Everything is possible, when a perennial champion like Javier Fernandez retires from competition. Czechoslovakia’s Michal Brezina won the event, ahead of two Russians: Dmitri Aliev and Artur Danielian. Two of the main favorites have disappeared in the process: Alexander Samarin, the 2019 European silver medalist, and France’s Kevin Aymoz, who missed his three jump elements and couldn’t even qualify for the free program.
Brezina landed a quad Salchow – double toe combination, a triple flip and a triple Axel in what was one of the few clean programs of the day. Brezina has matured so much through the years: he attacked each one of his jumps, and yet delivered a fluid performance, with high speed and strong edges.
“This is the key thing Raf (Rafael Arutunian, who coaches him in Irvine) tried to implement,” Brezina offered. “You should remember that is called skating. You have to make sure you push between your elements, to skate with flow and look pretty. What I do is just Raf’s speaking to me.”
Brezina amassed 89.77 points and is standing 1.32 points ahead of Aliev before the free. “This is my 13th Europeans,” Brezina smiled: “It took only 13 years!”
Aliev did honor his brand-new National title. The new Russian champion landed a quad Lutz – triple toe, quad toe and triple Axel (although his Lutz and Axel were deemed underrotated). “This is a new competition,” he offered, “and this short program is only a step in between. Tomorrow I’ll have to come with a new strength, for a new fight with myself,” he said quietly.
Danielian delivered a solid quad Salchow and a delightful triple Axel, which was preceded by a change of edge on one foot. “At first this was only a training exercise,” Danielian explained. “When I landed it, we added some arm movements to make it more beautiful and add points.” Quite musical and upbeat to his “Don Juan” routine, Danielian garnered 84.63 points, 5.14 points from first place.
Pairs short program
It had been so long since 19 teams had competed in Pairs at a European Championship. Pairs are celebrating a new dimension these years, with added tricks and steps and attitudes to densify their elements. The podium tonight belonged to Russia. Aleksandra Boikova and Dmitrii Kozlovskii, who skated last, proved their superiority and beat their Personal Best by 2.2 points. Competition is far behind: Daria Pavliuchenko and Denis Khodykin are standing in second place before the free, some 8.58 points behind, and favorites Evgenia Tarasova and Vladimir Morozov are coming third, with 9.16 points to catch back.
Skating to Franck Sinatra’s “My Way”, Boikova and Kozlovskii dominated both their program and the field with ease. Their program included a side-by-side triple Salchow, a beautiful triple twist, Boikova holding an arm over her head while rotating, a throw triple flip and precisely matched curves to accommodate for their size and power difference.
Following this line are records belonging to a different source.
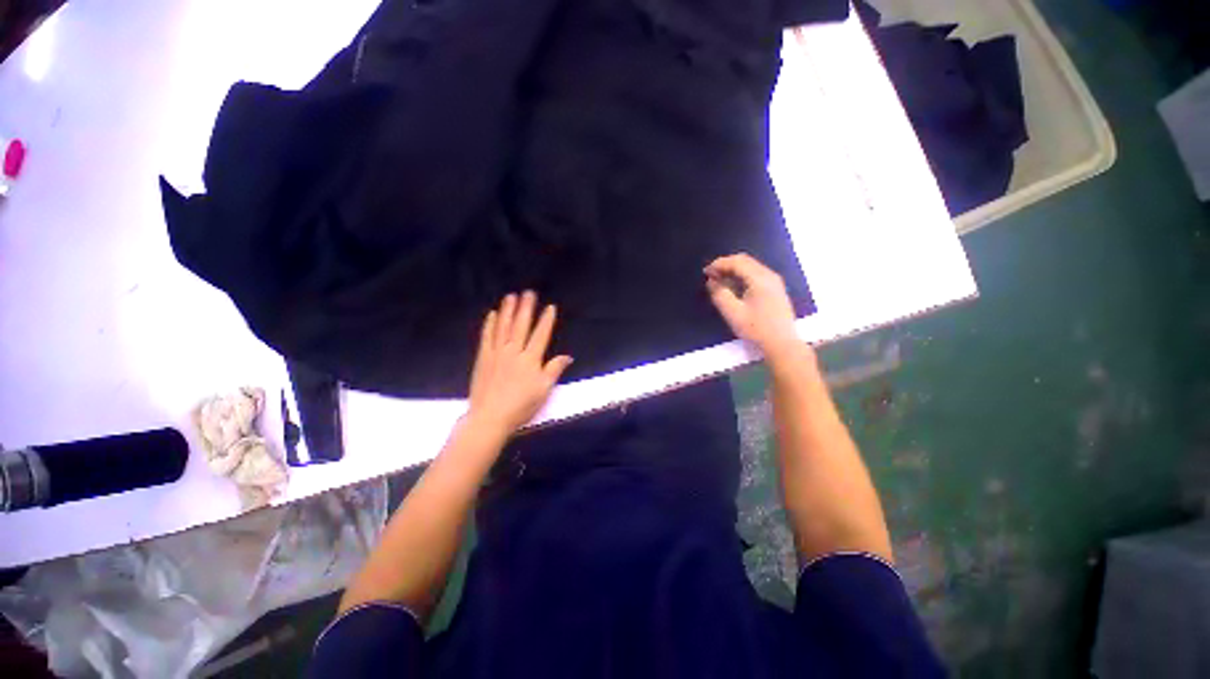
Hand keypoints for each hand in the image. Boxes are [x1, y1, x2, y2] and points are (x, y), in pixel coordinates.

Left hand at [466, 291, 572, 439]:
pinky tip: (493, 314)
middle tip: (529, 292)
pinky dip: (490, 324)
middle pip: (521, 325)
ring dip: (508, 310)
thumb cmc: (521, 406)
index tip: (550, 306)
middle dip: (526, 308)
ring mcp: (496, 353)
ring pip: (503, 326)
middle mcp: (514, 351)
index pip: (541, 334)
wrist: (490, 417)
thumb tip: (568, 356)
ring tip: (511, 296)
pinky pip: (487, 336)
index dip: (547, 320)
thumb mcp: (544, 390)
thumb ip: (554, 370)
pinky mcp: (483, 358)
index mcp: (531, 359)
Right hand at [704, 253, 803, 361]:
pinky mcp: (775, 290)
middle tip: (711, 275)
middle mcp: (769, 275)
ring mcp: (774, 282)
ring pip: (751, 267)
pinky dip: (741, 276)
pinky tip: (734, 287)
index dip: (719, 264)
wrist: (782, 344)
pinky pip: (755, 275)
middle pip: (745, 261)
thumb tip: (711, 281)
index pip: (737, 262)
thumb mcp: (733, 313)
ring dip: (733, 271)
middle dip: (726, 265)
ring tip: (719, 281)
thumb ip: (720, 294)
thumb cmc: (756, 329)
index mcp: (760, 279)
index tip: (705, 272)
With them, everything looks so easy. “We’re happy with our points,” Boikova stated, “but… We’d rather concentrate on our skating. That’s when you master your skating that your points increase!”
Pavliuchenko and Khodykin offered a superb program as well. They skated fast and in complete synch, their program was theatrical and completely congruent with their music. They embarked the whole audience at once. “We were much calmer here than at Nationals,” Khodykin offered afterwards.
Tarasova and Morozov displayed their Bolero program with their trademark power and amplitude. They went from their huge triple twist to their side-by-side triple toe and throw triple loop in full control. And then, in their final lift, he tumbled and she nearly fell. That was nothing per se, just a wrong step in a rut maybe. But when you skate so perfect and powerful, the slightest unbalance appears like a major breach in perfection. “It was really a shame,” Tarasova said. “We skated the first part of the program so well and then there was this stupid mistake. I was not frightened, as Vladimir held me tight. But it’s too bad.”
The Austrian organizers didn’t have an easy task organizing these European Championships. The local hockey team claimed the main ice rink of the city, which was the planned original venue for the Championships. A specifically made ice rink and built-up stands were assembled in a big hall, which usually hosts professional shows close to a lake resort South of the city. The hall is well heated, and can seat 5,000 spectators. In a way, skating is going back to his native Austria: skating remains one of the countries where figure skating was born, as it provided so many of the earlier champions of the sport! Young children skated parts of the winning programs of Austrian superstars, Sissy Schwartz and Kurt Oppelt, Emmerich Dantzer, Trixi Schuba, Claudia Kristoffics-Binder all won European medals. However difficult their programs were in their times, they can now be performed by children. But their class was only theirs…
For the first time in 8 years, Spain’s Javier Fernandez won’t win the European Championships. But … Two Spanish journalists are still in the stands! Spanish skating has rocketted since Fernandez started winning on the global stage. “Revolution on ice”, Fernandez’s show, has again been highly successful this winter in his country. In Graz, Olivia Smart and Adrian Diaz, as well as Sara Hurtado and Kirill Khaliavin, will be eyeing to the podium in ice dance, and there are even two Spanish teams in the pair category! “We’re here,” one of the Spanish journalists offered laughing, “but we’re still fighting to get space in newspapers!”
“Who made this program?” famous pair coach Tamara Moskvina asked her colleague from Germany, Knut Schubert, after she saw his pupils, Austria’s Miriam Ziegler and Severin Kiefer, practice. “From your former student John Zimmerman!” he answered. “Wow!” She whistled. “I have always stressed the importance of entrance and exits from elements,” Tamara explained. “Look now!” “I never hided my tricks as a coach,” Moskvina said, smiling. “That’s true!” Schubert, who took from Moskvina as he was skating from East-Germany, acknowledged. “That has been so useful for us, coaches!” he emphasized. For sure, most pairs are now pushing the limits of their sport in that direction, making their sport much more interesting to watch.